• Data to examine:

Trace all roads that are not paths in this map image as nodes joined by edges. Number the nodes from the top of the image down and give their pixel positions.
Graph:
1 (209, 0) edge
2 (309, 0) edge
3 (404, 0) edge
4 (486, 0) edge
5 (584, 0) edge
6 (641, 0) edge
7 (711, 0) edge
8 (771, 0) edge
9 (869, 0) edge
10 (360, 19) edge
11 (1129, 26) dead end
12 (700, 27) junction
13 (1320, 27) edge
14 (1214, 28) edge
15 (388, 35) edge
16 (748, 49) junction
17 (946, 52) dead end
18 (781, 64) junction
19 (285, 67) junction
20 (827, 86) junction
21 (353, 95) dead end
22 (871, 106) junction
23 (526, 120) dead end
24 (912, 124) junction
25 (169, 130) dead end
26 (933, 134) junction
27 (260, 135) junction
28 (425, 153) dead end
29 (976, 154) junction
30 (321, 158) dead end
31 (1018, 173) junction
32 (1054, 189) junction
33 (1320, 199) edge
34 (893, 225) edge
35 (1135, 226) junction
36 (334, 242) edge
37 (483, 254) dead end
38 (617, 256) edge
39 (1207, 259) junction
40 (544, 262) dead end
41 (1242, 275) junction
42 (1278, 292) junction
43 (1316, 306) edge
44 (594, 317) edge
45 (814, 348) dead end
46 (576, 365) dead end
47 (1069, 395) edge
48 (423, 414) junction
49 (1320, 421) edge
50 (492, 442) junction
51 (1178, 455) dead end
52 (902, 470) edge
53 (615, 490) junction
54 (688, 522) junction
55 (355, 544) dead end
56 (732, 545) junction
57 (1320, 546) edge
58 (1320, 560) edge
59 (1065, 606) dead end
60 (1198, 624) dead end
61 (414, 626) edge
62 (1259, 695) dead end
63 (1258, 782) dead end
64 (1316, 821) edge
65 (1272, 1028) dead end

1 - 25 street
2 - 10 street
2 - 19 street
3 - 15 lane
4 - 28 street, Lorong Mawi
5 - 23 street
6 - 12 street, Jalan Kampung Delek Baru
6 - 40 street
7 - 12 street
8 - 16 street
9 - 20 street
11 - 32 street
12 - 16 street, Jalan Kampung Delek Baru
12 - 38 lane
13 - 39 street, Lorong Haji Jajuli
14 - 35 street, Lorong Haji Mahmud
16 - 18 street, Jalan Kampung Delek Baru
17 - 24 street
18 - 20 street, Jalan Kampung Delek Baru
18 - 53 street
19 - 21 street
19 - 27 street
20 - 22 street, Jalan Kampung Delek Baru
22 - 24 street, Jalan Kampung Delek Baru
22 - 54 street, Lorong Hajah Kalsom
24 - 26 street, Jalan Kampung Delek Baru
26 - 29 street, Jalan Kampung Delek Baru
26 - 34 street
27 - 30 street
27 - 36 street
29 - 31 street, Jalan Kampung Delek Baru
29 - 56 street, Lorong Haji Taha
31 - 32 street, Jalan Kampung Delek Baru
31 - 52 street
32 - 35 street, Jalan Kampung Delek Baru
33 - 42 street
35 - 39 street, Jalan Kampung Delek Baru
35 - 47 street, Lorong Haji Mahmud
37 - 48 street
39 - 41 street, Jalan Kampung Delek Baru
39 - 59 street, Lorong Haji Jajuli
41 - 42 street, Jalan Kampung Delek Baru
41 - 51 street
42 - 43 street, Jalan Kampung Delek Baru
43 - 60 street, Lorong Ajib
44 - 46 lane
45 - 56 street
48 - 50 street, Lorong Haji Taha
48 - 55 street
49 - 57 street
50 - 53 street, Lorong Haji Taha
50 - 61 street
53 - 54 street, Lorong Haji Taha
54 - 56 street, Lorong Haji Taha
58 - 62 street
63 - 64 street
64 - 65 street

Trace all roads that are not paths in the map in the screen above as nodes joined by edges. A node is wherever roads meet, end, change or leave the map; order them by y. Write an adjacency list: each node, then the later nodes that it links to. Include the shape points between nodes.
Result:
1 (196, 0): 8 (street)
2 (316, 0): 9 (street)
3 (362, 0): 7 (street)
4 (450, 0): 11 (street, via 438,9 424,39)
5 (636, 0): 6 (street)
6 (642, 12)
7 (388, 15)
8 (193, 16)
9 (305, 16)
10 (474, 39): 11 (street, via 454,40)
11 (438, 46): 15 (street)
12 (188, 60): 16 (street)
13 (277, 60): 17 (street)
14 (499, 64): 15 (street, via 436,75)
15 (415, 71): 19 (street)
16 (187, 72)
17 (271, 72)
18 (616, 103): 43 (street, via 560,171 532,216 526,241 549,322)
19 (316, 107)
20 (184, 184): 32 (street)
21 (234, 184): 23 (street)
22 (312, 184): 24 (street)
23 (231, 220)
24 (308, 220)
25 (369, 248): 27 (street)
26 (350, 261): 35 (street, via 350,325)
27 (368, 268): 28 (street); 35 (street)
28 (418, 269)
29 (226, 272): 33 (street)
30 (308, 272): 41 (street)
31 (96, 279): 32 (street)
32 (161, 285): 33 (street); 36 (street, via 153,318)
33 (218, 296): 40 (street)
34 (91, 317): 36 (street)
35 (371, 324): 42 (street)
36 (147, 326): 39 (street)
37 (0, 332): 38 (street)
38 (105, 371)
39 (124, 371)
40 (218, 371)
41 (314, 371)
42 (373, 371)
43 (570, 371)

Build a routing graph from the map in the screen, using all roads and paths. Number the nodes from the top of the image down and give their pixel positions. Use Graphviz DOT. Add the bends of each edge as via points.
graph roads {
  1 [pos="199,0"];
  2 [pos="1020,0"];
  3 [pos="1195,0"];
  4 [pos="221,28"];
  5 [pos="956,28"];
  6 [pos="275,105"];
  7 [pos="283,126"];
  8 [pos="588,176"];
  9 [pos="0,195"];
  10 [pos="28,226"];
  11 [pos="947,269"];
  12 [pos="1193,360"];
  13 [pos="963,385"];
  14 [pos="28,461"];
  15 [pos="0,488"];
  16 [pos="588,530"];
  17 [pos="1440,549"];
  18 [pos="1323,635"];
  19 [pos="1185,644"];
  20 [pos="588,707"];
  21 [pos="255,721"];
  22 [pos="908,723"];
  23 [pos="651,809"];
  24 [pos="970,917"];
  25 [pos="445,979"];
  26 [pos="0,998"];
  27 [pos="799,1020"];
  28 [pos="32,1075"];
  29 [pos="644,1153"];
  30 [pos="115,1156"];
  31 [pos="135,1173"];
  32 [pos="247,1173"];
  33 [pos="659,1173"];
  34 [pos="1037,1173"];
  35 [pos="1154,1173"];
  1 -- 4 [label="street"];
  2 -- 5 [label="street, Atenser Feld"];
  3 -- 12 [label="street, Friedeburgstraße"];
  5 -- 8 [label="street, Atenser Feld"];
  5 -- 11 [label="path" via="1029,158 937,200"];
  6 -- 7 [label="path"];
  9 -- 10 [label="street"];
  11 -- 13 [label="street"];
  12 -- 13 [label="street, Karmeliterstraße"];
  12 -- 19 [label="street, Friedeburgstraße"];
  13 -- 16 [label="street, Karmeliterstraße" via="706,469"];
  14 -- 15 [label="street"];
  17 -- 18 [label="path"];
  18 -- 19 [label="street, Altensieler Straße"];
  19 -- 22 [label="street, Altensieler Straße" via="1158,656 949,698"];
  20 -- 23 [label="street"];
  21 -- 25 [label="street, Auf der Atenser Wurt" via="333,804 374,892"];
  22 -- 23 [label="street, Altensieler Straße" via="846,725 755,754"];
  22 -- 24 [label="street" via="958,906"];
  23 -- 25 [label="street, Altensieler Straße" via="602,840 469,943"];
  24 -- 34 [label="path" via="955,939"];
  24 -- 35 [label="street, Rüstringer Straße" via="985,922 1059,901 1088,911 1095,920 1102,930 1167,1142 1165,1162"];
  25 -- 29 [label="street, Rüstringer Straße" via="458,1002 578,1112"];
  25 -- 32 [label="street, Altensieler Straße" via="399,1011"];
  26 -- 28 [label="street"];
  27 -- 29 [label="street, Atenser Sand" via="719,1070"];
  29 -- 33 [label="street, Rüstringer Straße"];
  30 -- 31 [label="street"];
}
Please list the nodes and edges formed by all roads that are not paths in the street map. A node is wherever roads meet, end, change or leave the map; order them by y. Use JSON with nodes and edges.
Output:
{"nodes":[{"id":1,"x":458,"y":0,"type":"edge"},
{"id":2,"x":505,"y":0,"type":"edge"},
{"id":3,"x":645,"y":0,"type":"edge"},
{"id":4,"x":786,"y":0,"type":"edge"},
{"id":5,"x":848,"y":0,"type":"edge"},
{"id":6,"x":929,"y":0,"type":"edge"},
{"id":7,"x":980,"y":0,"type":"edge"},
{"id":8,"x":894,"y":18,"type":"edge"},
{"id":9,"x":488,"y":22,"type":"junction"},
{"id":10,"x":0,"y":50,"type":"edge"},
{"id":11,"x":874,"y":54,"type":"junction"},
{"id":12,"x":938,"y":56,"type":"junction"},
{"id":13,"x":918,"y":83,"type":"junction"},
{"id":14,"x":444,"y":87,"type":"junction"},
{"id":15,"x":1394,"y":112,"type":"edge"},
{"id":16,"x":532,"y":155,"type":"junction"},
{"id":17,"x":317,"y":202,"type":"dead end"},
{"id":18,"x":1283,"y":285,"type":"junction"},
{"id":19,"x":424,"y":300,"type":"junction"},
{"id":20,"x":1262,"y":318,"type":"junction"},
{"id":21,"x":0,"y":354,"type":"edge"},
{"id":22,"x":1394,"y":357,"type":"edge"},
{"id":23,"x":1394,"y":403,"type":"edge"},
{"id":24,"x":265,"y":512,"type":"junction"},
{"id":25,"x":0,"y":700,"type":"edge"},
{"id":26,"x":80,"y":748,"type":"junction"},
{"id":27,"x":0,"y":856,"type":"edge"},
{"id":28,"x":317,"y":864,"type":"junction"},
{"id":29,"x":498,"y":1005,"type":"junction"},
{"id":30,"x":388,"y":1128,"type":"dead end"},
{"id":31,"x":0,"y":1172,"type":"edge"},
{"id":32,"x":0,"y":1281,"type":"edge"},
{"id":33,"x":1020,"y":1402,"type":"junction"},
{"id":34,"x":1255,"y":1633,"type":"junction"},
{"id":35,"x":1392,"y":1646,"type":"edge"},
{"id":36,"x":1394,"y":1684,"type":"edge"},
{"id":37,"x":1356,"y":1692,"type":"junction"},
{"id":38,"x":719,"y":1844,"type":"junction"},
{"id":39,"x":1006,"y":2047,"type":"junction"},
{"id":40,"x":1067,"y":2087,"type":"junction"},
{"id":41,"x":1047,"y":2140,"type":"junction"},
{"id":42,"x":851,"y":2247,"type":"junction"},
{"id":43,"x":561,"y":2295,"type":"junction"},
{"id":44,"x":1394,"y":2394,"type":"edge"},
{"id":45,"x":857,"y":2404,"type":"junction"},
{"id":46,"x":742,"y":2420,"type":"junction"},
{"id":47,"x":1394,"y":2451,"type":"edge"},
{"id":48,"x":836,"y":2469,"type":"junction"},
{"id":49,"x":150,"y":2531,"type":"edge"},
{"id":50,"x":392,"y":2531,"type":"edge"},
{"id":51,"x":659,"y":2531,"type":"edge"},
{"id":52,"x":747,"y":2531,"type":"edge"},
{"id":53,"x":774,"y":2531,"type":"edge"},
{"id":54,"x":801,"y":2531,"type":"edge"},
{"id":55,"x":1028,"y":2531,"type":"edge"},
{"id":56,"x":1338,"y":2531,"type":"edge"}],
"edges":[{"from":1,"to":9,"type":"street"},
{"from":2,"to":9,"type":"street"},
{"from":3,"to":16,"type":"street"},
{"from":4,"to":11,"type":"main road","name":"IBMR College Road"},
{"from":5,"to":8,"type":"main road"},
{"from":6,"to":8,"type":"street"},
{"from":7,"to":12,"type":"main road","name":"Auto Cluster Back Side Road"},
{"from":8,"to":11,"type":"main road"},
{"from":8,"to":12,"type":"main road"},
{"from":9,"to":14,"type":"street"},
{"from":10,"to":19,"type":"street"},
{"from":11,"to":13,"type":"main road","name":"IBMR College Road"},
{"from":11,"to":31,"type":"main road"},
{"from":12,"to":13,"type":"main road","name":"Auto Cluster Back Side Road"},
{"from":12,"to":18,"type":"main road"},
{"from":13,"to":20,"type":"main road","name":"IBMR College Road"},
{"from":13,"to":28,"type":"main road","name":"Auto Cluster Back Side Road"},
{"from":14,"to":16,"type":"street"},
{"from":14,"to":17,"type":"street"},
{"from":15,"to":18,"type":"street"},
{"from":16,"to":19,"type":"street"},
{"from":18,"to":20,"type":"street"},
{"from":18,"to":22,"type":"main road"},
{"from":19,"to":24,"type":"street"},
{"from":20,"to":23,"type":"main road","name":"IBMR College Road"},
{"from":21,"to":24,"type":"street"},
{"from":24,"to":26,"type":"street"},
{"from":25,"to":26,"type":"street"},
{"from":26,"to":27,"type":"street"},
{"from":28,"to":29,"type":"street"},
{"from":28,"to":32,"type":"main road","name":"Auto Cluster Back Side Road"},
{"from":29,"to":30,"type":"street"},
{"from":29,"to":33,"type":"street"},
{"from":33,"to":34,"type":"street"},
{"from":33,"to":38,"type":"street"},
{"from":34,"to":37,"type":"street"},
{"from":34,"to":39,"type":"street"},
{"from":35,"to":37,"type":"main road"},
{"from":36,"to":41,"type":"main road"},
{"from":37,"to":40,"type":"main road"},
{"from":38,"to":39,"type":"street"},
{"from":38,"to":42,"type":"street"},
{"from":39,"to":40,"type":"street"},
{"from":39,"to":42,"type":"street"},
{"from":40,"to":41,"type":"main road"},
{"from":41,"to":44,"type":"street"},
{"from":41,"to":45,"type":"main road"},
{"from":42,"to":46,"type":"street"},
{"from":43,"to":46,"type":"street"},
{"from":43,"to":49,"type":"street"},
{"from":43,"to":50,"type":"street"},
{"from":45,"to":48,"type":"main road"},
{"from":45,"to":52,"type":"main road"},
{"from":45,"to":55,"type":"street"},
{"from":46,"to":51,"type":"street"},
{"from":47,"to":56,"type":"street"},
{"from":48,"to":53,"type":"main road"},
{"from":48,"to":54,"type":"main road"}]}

• Directions: Each line of the listing above that contains the word "Jajuli" counts once; please give the total and nothing more.

• Final answer: 2